Dhanam
- Frequency: Fortnightly
- Publisher: Dhanam Publications Pvt. Ltd.
- Founder: Kurian Abraham
- Founded: 1987
- Country: India
- Based in: Kochi, Kerala
- Language: Malayalam
- Website: www.dhanamonline.com

= Dhanam (business magazine) =

Dhanam is a fortnightly business magazine in Malayalam language, published in the state of Kerala, India. It was first published in 1987 and was the only major source of business news and related topics in the state at that time. The Malayalam word "Dhanam" translates to "wealth" in English.

Dhanam has brought out special editions like Top Business Families of Kerala, Emerging 500 Small & Medium Business Leaders of Kerala, Top 100 Brands of Kerala and Top 100 Women Entrepreneurs in Kerala.

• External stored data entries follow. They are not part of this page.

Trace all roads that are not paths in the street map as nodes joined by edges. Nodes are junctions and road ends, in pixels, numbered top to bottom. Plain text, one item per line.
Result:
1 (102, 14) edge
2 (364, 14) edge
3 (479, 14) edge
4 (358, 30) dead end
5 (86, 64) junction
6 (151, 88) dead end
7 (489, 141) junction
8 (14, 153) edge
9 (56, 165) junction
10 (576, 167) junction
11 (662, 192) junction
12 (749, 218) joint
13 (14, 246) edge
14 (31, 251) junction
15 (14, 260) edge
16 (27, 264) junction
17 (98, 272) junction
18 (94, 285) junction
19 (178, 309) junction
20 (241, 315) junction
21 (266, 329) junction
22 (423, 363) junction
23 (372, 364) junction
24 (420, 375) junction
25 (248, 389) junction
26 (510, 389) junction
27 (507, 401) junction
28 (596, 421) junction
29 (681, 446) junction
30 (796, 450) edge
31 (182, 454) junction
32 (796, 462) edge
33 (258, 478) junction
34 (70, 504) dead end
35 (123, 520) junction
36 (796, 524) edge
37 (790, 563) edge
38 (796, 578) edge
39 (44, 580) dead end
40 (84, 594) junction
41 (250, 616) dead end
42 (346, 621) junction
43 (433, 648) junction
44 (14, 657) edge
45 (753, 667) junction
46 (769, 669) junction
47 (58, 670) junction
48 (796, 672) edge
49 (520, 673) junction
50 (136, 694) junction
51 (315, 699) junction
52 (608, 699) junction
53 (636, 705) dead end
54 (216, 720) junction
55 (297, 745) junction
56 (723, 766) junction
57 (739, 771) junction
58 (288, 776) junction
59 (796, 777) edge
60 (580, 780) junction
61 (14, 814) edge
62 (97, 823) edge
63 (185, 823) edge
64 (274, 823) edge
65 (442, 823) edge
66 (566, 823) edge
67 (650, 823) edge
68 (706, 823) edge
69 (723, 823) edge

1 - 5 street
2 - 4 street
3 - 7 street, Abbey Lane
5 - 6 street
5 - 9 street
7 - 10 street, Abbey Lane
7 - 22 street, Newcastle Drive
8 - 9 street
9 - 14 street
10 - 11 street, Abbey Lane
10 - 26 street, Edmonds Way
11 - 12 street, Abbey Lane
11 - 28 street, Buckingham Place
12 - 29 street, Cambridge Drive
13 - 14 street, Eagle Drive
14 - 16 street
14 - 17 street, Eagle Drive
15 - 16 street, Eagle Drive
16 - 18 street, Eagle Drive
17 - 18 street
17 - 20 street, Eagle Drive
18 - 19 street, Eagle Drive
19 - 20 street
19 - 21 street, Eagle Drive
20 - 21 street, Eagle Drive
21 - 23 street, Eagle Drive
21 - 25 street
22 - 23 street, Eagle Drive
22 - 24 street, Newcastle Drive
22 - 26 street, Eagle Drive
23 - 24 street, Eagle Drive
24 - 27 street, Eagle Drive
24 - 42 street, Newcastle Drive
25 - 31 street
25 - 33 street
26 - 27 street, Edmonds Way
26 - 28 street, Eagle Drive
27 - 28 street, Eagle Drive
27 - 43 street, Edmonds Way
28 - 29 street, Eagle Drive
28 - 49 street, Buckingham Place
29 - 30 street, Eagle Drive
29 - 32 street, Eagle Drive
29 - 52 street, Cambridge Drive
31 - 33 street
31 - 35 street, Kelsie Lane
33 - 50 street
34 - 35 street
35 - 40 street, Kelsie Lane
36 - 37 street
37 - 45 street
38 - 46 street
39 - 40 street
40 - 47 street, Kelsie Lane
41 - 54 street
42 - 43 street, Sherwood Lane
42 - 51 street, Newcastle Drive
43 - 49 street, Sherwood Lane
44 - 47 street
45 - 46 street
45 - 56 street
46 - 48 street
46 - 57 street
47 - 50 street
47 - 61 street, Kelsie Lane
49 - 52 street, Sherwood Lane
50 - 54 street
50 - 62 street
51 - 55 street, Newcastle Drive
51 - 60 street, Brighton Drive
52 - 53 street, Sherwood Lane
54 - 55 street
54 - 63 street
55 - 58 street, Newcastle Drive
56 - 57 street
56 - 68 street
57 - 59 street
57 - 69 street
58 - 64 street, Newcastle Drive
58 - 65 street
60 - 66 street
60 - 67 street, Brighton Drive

Dhanam is published by Dhanam Publications Pvt. Ltd., a leading media organisation in Kerala headquartered in Kochi.
==Dhanam Business Awards==
The prestigious Dhanam Business Awards have been instituted to honour those who have made outstanding contributions to the development of industry in the state of Kerala. Some of the high profile award winners include M E Meeran, Kochouseph Chittilappilly, C J George, V K Mathews, T S Kalyanaraman, K Madhavan, George Alexander Muthoot, etc.
Other awards instituted by Dhanam include: Dhanam Retail Awards, Dhanam Brand Awards & Dhanam BFSI Awards

==DhanamOnline==
DhanamOnline.com (formerly dhanammagazine.com) is a leading business and investment news website in the Malayalam language owned by Dhanam Publications Pvt. Ltd. DhanamOnline publishes podcasts and videos apart from informative articles.